Read through the records. Copy each line that has the word "name".

[Start of section]

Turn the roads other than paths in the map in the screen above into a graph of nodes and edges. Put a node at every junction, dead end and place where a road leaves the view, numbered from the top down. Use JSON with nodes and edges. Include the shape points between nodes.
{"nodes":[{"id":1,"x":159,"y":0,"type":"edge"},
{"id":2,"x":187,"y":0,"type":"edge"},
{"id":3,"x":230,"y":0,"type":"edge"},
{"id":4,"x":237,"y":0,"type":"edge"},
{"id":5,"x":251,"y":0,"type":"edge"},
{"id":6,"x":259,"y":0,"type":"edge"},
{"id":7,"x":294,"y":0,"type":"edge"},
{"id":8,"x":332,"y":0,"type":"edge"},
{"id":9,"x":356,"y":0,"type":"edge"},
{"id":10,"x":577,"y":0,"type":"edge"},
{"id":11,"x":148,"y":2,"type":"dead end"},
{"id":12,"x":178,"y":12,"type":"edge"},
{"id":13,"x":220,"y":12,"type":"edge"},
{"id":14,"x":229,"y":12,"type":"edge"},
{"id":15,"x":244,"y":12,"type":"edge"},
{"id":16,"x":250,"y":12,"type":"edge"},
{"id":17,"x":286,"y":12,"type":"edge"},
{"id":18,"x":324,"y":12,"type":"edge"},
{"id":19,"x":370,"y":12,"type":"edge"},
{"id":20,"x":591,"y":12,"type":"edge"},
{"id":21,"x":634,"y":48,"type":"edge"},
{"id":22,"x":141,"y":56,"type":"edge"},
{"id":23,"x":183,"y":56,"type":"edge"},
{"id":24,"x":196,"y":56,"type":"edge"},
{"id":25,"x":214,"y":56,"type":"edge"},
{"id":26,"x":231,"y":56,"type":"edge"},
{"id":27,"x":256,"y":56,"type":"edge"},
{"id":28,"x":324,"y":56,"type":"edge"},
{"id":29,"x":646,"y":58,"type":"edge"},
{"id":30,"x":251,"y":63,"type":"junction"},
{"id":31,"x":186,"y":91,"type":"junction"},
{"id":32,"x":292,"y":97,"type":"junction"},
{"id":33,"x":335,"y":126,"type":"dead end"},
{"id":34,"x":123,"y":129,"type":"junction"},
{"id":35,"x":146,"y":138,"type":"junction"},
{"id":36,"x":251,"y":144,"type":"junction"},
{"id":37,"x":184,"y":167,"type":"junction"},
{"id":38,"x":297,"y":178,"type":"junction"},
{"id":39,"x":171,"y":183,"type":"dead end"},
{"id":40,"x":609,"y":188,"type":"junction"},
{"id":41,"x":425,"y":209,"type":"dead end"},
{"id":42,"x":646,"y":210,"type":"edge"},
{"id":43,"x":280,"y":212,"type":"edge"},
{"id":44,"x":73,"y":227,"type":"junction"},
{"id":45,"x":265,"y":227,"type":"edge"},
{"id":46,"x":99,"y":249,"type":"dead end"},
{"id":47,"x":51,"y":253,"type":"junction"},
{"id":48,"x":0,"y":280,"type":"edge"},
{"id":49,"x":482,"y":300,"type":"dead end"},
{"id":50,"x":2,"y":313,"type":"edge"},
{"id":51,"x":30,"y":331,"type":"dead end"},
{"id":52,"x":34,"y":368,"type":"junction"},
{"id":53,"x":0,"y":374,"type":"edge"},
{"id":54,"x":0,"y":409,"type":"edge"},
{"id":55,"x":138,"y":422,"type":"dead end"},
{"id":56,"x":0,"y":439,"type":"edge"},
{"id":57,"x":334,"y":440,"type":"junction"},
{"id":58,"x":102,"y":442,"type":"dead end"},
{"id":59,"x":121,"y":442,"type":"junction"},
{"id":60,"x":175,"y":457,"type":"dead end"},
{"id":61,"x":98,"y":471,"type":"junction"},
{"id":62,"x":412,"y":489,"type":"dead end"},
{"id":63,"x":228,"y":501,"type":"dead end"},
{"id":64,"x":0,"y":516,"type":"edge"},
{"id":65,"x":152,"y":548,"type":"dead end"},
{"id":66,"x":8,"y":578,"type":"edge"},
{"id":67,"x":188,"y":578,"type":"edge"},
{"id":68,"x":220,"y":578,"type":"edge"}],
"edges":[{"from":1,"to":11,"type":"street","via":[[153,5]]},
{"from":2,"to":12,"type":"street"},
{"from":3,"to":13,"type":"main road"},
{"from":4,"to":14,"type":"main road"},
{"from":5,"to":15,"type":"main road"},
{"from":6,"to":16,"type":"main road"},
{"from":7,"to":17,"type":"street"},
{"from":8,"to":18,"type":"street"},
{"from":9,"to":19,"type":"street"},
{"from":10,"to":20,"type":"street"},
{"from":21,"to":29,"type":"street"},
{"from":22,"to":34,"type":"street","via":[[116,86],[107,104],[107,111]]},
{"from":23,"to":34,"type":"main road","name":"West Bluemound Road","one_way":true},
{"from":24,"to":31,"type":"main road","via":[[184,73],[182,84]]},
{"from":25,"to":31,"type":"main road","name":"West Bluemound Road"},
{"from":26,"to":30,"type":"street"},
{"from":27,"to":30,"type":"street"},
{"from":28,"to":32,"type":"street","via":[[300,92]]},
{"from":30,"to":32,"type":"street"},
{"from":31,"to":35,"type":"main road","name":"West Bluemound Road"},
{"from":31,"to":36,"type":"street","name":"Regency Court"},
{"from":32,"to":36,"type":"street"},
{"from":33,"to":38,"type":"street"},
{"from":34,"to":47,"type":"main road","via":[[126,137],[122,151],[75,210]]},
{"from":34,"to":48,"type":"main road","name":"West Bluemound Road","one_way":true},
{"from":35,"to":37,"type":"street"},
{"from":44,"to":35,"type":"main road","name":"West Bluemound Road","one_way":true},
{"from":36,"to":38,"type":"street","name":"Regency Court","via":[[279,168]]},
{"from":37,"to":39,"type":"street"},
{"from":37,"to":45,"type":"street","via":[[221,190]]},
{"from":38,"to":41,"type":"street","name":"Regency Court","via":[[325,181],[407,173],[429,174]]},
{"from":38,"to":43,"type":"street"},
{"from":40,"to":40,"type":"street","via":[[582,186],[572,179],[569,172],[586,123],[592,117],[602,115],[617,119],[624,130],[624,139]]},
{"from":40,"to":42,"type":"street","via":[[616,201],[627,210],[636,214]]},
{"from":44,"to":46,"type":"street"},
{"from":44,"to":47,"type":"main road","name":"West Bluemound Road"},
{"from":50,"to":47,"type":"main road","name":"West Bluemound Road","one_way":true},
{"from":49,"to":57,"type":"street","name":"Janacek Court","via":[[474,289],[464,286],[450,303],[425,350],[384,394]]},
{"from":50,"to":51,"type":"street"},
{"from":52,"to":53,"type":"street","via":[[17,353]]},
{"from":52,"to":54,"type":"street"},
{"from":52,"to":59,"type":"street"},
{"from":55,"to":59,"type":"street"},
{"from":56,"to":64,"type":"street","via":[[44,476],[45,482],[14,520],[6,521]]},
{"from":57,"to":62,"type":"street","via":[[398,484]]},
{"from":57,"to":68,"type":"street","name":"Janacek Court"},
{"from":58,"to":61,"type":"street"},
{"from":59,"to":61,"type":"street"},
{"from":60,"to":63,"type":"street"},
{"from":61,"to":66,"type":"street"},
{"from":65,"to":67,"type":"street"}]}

[End of section]

◆ Solution to this exercise
{"from":23,"to":34,"type":"main road","name":"West Bluemound Road","one_way":true},
{"from":25,"to":31,"type":"main road","name":"West Bluemound Road"},
{"from":31,"to":35,"type":"main road","name":"West Bluemound Road"},
{"from":31,"to":36,"type":"street","name":"Regency Court"},
{"from":34,"to":48,"type":"main road","name":"West Bluemound Road","one_way":true},
{"from":44,"to":35,"type":"main road","name":"West Bluemound Road","one_way":true},
{"from":36,"to":38,"type":"street","name":"Regency Court","via":[[279,168]]},
{"from":38,"to":41,"type":"street","name":"Regency Court","via":[[325,181],[407,173],[429,174]]},
{"from":44,"to":47,"type":"main road","name":"West Bluemound Road"},
{"from":50,"to":47,"type":"main road","name":"West Bluemound Road","one_way":true},
{"from":49,"to":57,"type":"street","name":"Janacek Court","via":[[474,289],[464,286],[450,303],[425,350],[384,394]]},
{"from":57,"to":68,"type":"street","name":"Janacek Court"},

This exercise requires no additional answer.